[Items from a dataset]
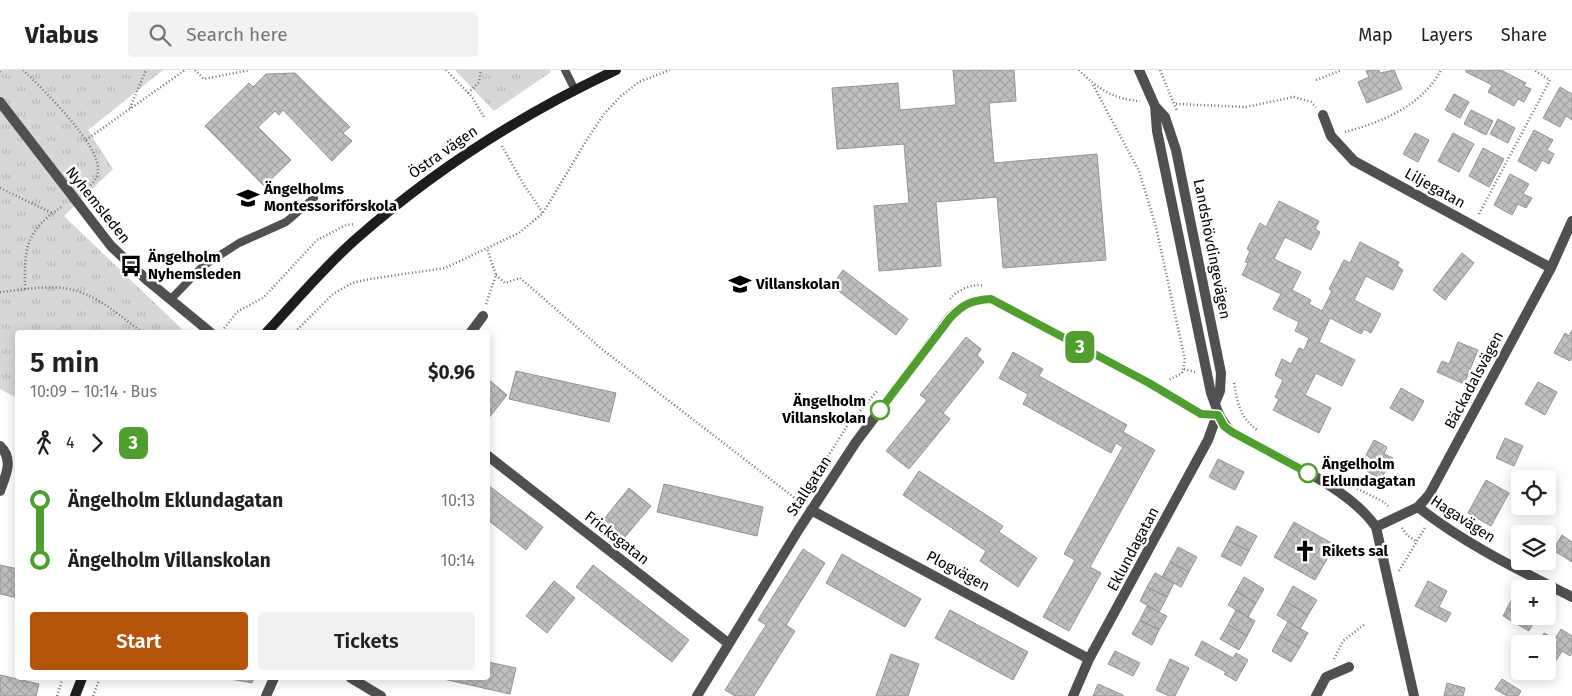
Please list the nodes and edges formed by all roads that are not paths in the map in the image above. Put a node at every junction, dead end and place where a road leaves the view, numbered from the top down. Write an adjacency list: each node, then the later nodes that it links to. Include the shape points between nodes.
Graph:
1 (565, 70): 4 (lane)
2 (616, 70): 4 (main road, Östra vägen)
3 (1139, 70): 6 (street, Landshövdingevägen)
4 (575, 90): 14 (main road, Östra vägen, via 494,135 398,203 354,240)
5 (0, 102): 11 (street, Nyhemsleden, via 105,240)
6 (1155, 106): 16 (street, Landshövdingevägen, via 1157,131); 16 (street, Landshövdingevägen, via 1165,117 1186,196 1221,373 1220,391)
7 (1323, 116): 10 (street, Liljegatan, via 1331,136 1354,161)
8 (314, 198): 11 (lane, via 286,222 239,243 203,266)
9 (1572, 221): 10 (street, Bäckadalsvägen)
10 (1551, 268): 21 (street, Bäckadalsvägen, via 1429,495)
11 (170, 300): 13 (street, Nyhemsleden)
12 (483, 316): 15 (street)
13 (208, 330)
14 (269, 330)
15 (472, 330)
16 (1215, 403): 17 (street, Landshövdingevägen)
17 (1218, 415): 22 (street, Stallgatan, via 1201,414 991,299 976,300 962,305 950,318 861,436); 23 (street, Landshövdingevägen, via 1232,432 1308,473 1346,498 1367,514); 26 (street, Eklundagatan, via 1199,458)
18 (0, 446): 20 (street, via 7,455 9,466)
19 (490, 458): 25 (street, Fricksgatan)
20 (0, 491)
21 (1418, 508): 23 (street, Bäckadalsvägen); 24 (street, Hagavägen, via 1485,552)
22 (812, 510): 25 (street, Stallgatan); 26 (street, Plogvägen)
23 (1376, 527): 37 (street, Landshövdingevägen)
24 (1572, 597)
25 (728, 643): 34 (street, Stallgatan)
26 (1090, 659): 35 (street, Eklundagatan)
27 (1349, 667): 36 (street, via 1326,677)
28 (81, 680): 31 (main road)
29 (273, 680): 32 (street)
30 (354, 680): 33 (street)
31 (75, 696)
32 (266, 696)
33 (381, 696)
34 (697, 696)
35 (1073, 696)
36 (1316, 696)
37 (1414, 696)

REQUIRED WORK:
Each line above should be written out again exactly, without any image.

TASK SOLUTION:
Please list the nodes and edges formed by all roads that are not paths in the map in the image above. Put a node at every junction, dead end and place where a road leaves the view, numbered from the top down. Write an adjacency list: each node, then the later nodes that it links to. Include the shape points between nodes.
Graph:
1 (565, 70): 4 (lane)
2 (616, 70): 4 (main road, Östra vägen)
3 (1139, 70): 6 (street, Landshövdingevägen)
4 (575, 90): 14 (main road, Östra vägen, via 494,135 398,203 354,240)
5 (0, 102): 11 (street, Nyhemsleden, via 105,240)
6 (1155, 106): 16 (street, Landshövdingevägen, via 1157,131); 16 (street, Landshövdingevägen, via 1165,117 1186,196 1221,373 1220,391)
7 (1323, 116): 10 (street, Liljegatan, via 1331,136 1354,161)
8 (314, 198): 11 (lane, via 286,222 239,243 203,266)
9 (1572, 221): 10 (street, Bäckadalsvägen)
10 (1551, 268): 21 (street, Bäckadalsvägen, via 1429,495)
11 (170, 300): 13 (street, Nyhemsleden)
12 (483, 316): 15 (street)
13 (208, 330)
14 (269, 330)
15 (472, 330)
16 (1215, 403): 17 (street, Landshövdingevägen)
17 (1218, 415): 22 (street, Stallgatan, via 1201,414 991,299 976,300 962,305 950,318 861,436); 23 (street, Landshövdingevägen, via 1232,432 1308,473 1346,498 1367,514); 26 (street, Eklundagatan, via 1199,458)
18 (0, 446): 20 (street, via 7,455 9,466)
19 (490, 458): 25 (street, Fricksgatan)
20 (0, 491)
21 (1418, 508): 23 (street, Bäckadalsvägen); 24 (street, Hagavägen, via 1485,552)
22 (812, 510): 25 (street, Stallgatan); 26 (street, Plogvägen)
23 (1376, 527): 37 (street, Landshövdingevägen)
24 (1572, 597)
25 (728, 643): 34 (street, Stallgatan)
26 (1090, 659): 35 (street, Eklundagatan)
27 (1349, 667): 36 (street, via 1326,677)
28 (81, 680): 31 (main road)
29 (273, 680): 32 (street)
30 (354, 680): 33 (street)
31 (75, 696)
32 (266, 696)
33 (381, 696)
34 (697, 696)
35 (1073, 696)
36 (1316, 696)
37 (1414, 696)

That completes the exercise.